US Large Cap. Still in the Driver’s Seat (now joined by US Small & Midcap Stocks)
We last ran this serial at the end of October, and at the time Chinese equity performance was the headliner. Since then, very little (good or bad) has happened with Chinese equities at the top line. What we’ve seen instead is the resolution of the US Presidential Election putting a tailwind behind the domestic SMID-Cap trade as EM and DM equities have failed to keep pace with the latest round of exuberance in the US.
EM Country Performance
Taiwanese and Argentine shares continue to be the top performers in the near-term and over the past 12 months (chart below). The run up in Argentine shares has been nothing short of impressive. The MSCI Argentina Index has outperformed the MSCI EM index by 35% over the past 6-months outpacing regional counterparts.
Among Asia/Pacific countries in the EM space, China continues to consolidate its October gains, and while the bullish reversal pattern in Chinese shares remains intact, the lack of a buyer on the pullback is a bit concerning.
DM Equities Are Starting to Differentiate by Country Performance
In core Europe, German shares have separated themselves positively from those of France, Switzerland and the UK (chart below, top panel).
DM equities in aggregate have lagged during 2024. Our ETF proxy, the iShares MSCI EAFE ETF (EFA-US), has lagged the ACWI benchmark by 13% YTD. However, when looking at EAFE country constituents we see some clear winners and losers emerging. Asia/Pacific countries in the EAFE universe have firmed with strong performance from Singapore to go along with Australian and Japanese outperformance (chart below, middle panel).
Israeli shares have accelerated higher relative to the EAFE benchmark and represent the best performing EAFE country index.
Conclusion
Ex-US equities continue to lag at the aggregate level, but there are clear pockets of strength in some international geographies. Argentina, Israel and Singapore are showing outperformance trends worth getting excited about. China is still intriguing despite the (so far) lack of follow-through on its October surge.
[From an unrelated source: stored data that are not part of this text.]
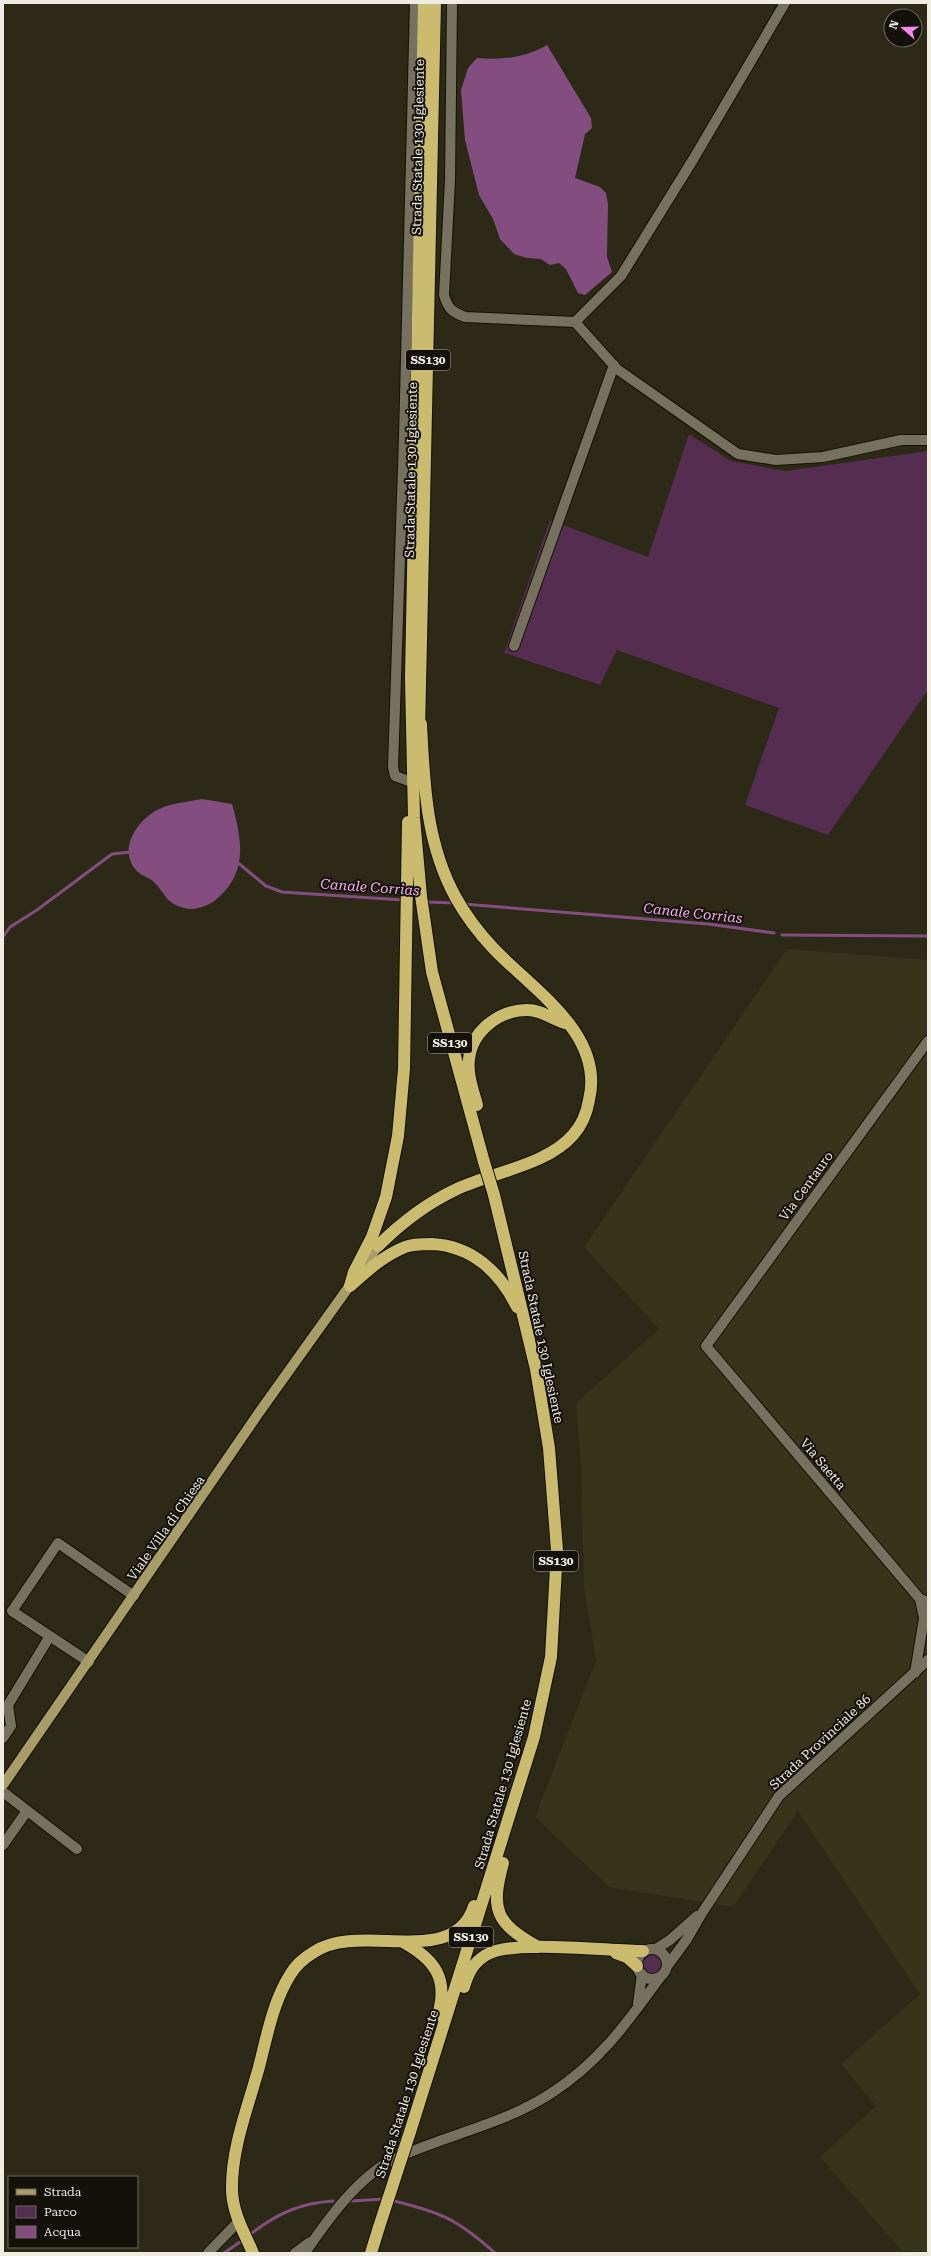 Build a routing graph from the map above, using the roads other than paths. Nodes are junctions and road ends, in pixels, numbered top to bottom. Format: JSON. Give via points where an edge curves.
{"nodes":[{"id":1,"x":414,"y":3,"type":"edge"},
{"id":2,"x":424,"y":3,"type":"edge"},
{"id":3,"x":435,"y":3,"type":"edge"},
{"id":4,"x":452,"y":3,"type":"edge"},
{"id":5,"x":785,"y":3,"type":"edge"},
{"id":6,"x":575,"y":322,"type":"junction"},
{"id":7,"x":614,"y":366,"type":"junction"},
{"id":8,"x":928,"y":440,"type":"edge"},
{"id":9,"x":514,"y":646,"type":"dead end"},
{"id":10,"x":411,"y":678,"type":"junction"},
{"id":11,"x":420,"y":717,"type":"junction"},
{"id":12,"x":409,"y":781,"type":"junction"},
{"id":13,"x":414,"y":818,"type":"junction"},
{"id":14,"x":569,"y":1024,"type":"junction"},
{"id":15,"x":928,"y":1041,"type":"edge"},
{"id":16,"x":484,"y":1160,"type":"junction"},
{"id":17,"x":378,"y":1246,"type":"joint"},
{"id":18,"x":350,"y":1286,"type":"junction"},
{"id":19,"x":515,"y":1293,"type":"junction"},
{"id":20,"x":706,"y":1346,"type":"joint"},
{"id":21,"x":134,"y":1596,"type":"junction"},
{"id":22,"x":924,"y":1600,"type":"edge"},
{"id":23,"x":926,"y":1620,"type":"edge"},
{"id":24,"x":50,"y":1636,"type":"junction"},
{"id":25,"x":928,"y":1660,"type":"edge"},
{"id":26,"x":88,"y":1662,"type":"junction"},
{"id":27,"x":915,"y":1673,"type":"junction"},
{"id":28,"x":3,"y":1738,"type":"edge"},
{"id":29,"x":3,"y":1785,"type":"edge"},
{"id":30,"x":3,"y":1792,"type":"edge"},
{"id":31,"x":515,"y":1799,"type":"junction"},
{"id":32,"x":26,"y":1811,"type":"junction"},
{"id":33,"x":3,"y":1845,"type":"edge"},
{"id":34,"x":77,"y":1849,"type":"dead end"},
{"id":35,"x":702,"y":1913,"type":"junction"},
{"id":36,"x":402,"y":1941,"type":"junction"},
{"id":37,"x":538,"y":1947,"type":"junction"},
{"id":38,"x":656,"y":1949,"type":"junction"},
{"id":39,"x":609,"y":1951,"type":"junction"},
{"id":40,"x":643,"y":1951,"type":"junction"},
{"id":41,"x":668,"y":1965,"type":"junction"},
{"id":42,"x":640,"y":1970,"type":"junction"},
{"id":43,"x":661,"y":1976,"type":"junction"},
{"id":44,"x":637,"y":2010,"type":"junction"},
{"id":45,"x":428,"y":2075,"type":"junction"},
{"id":46,"x":238,"y":2222,"type":"junction"},
{"id":47,"x":314,"y":2240,"type":"junction"},
{"id":48,"x":252,"y":2250,"type":"edge"},
{"id":49,"x":208,"y":2253,"type":"edge"},
{"id":50,"x":261,"y":2253,"type":"edge"},
{"id":51,"x":295,"y":2253,"type":"edge"},
{"id":52,"x":305,"y":2253,"type":"edge"},
{"id":53,"x":371,"y":2253,"type":"edge"}],
"edges":[{"from":1,"to":12,"type":"street","via":[[393,767],[395,776]]},
{"from":2,"to":10,"type":"highway","name":"Strada Statale 130 Iglesiente","number":"SS130"},
{"from":3,"to":11,"type":"highway","name":"Strada Statale 130 Iglesiente","number":"SS130"},
{"from":4,"to":6,"type":"street","via":[[450,180],[444,295],[447,308],[465,317]]},
{"from":5,"to":6,"type":"street","via":[[621,276]]},
{"from":6,"to":7,"type":"street"},
{"from":7,"to":8,"type":"street","via":[[738,454],[776,460],[823,457],[902,440]]},
{"from":7,"to":9,"type":"street"},
{"from":10,"to":12,"type":"highway"},
{"from":10,"to":13,"type":"highway","name":"Strada Statale 130 Iglesiente","number":"SS130"},
{"from":11,"to":13,"type":"highway","name":"Strada Statale 130 Iglesiente","number":"SS130"},
{"from":11,"to":14,"type":"highway","via":[[425,798],[431,836],[456,897],[492,948]]},
{"from":12,"to":18,"type":"highway","via":[[404,1069],[398,1136],[386,1197],[372,1237],[354,1272]]},
{"from":13,"to":16,"type":"highway","name":"Strada Statale 130 Iglesiente","number":"SS130","via":[[420,896],[438,998]]},
{"from":14,"to":16,"type":"highway","via":[[538,1012],[510,1012],[488,1024],[473,1042],[469,1073],[483,1129]]},
{"from":14,"to":17,"type":"highway","via":[[588,1057],[592,1074],[592,1091],[588,1106],[574,1134],[560,1148],[458,1189],[414,1213]]},
{"from":15,"to":20,"type":"street","name":"Via Centauro"},
{"from":16,"to":19,"type":"highway","name":"Strada Statale 130 Iglesiente","number":"SS130","bridge":true},
{"from":17,"to":18,"type":"main road","name":"Viale Villa di Chiesa"},
{"from":18,"to":19,"type":"highway","via":[[379,1261],[406,1247],[427,1244],[447,1245],[464,1250],[489,1267]]},
{"from":18,"to":21,"type":"main road","name":"Viale Villa di Chiesa","via":[[258,1414]]},
{"from":19,"to":31,"type":"highway","name":"Strada Statale 130 Iglesiente","number":"SS130","via":[[536,1369],[549,1448],[557,1550],[551,1656],[534,1737]]},
{"from":20,"to":22,"type":"street","name":"Via Saetta"},
{"from":21,"to":24,"type":"street","via":[[58,1543],[12,1611]]},
{"from":21,"to":26,"type":"main road","name":"Viale Villa di Chiesa"},
{"from":22,"to":23,"type":"street","name":"Via Saetta"},
{"from":23,"to":27,"type":"street","name":"Via Saetta"},
{"from":24,"to":26,"type":"street"},
{"from":24,"to":28,"type":"street","via":[[8,1706],[11,1726]]},
{"from":25,"to":27,"type":"street","name":"Strada Provinciale 86"},
{"from":26,"to":29,"type":"main road","name":"Viale Villa di Chiesa"},
{"from":27,"to":35,"type":"street","name":"Strada Provinciale 86","via":[[779,1796]]},
{"from":30,"to":32,"type":"street"},
{"from":31,"to":36,"type":"highway","via":[[495,1837],[467,1922],[456,1933],[443,1938]]},
{"from":31,"to":37,"type":"highway","via":[[508,1843],[498,1881],[498,1906],[507,1928]]},
{"from":31,"to":45,"type":"highway","name":"Strada Statale 130 Iglesiente","number":"SS130"},
{"from":32,"to":33,"type":"street"},
{"from":32,"to":34,"type":"street"},
{"from":35,"to":38,"type":"street","name":"Strada Provinciale 86"},
{"from":35,"to":41,"type":"street","name":"Strada Provinciale 86"},
{"from":36,"to":45,"type":"highway","via":[[427,1958],[440,1977],[442,1985],[442,2002],[431,2040]]},
{"from":36,"to":46,"type":"highway","via":[[363,1939],[328,1945],[305,1958],[290,1974],[276,2004],[234,2154],[232,2193]]},
{"from":37,"to":39,"type":"highway"},
{"from":37,"to":45,"type":"highway","via":[[494,1952],[476,1963],[469,1972],[445,2044]]},
{"from":38,"to":40,"type":"street"},
{"from":38,"to":41,"type":"street","via":[[664,1953]]},
{"from":39,"to":40,"type":"highway"},
{"from":39,"to":42,"type":"highway","via":[[627,1957]]},
{"from":40,"to":42,"type":"street","via":[[638,1958]]},
{"from":41,"to":43,"type":"street"},
{"from":42,"to":43,"type":"street","via":[[651,1979]]},
{"from":42,"to":44,"type":"street","via":[[641,1992]]},
{"from":43,"to":44,"type":"street"},
{"from":44,"to":47,"type":"street","via":[[613,2041],[575,2077],[549,2095],[519,2112],[393,2160],[360,2184]]},
{"from":45,"to":53,"type":"highway","name":"Strada Statale 130 Iglesiente","number":"SS130","bridge":true},
{"from":46,"to":48,"type":"highway"},
{"from":46,"to":49,"type":"street"},
{"from":47,"to":51,"type":"street"},
{"from":47,"to":52,"type":"street"},
{"from":48,"to":50,"type":"highway"}]}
From a macro perspective we would expect US equity leadership to continue over ex-US as long as interest rates/inflation stay contained. This should help the US power through inflationary headwinds to the business cycle while Europe continues its interminable flirtation with recession. Rising rates in the US could change the calculus and put the Fed in an awkward position regarding its continued plans to ease the policy rate and that scenario might open up a preference for ex-US shares.
Data sourced from FactSet Research Systems Inc.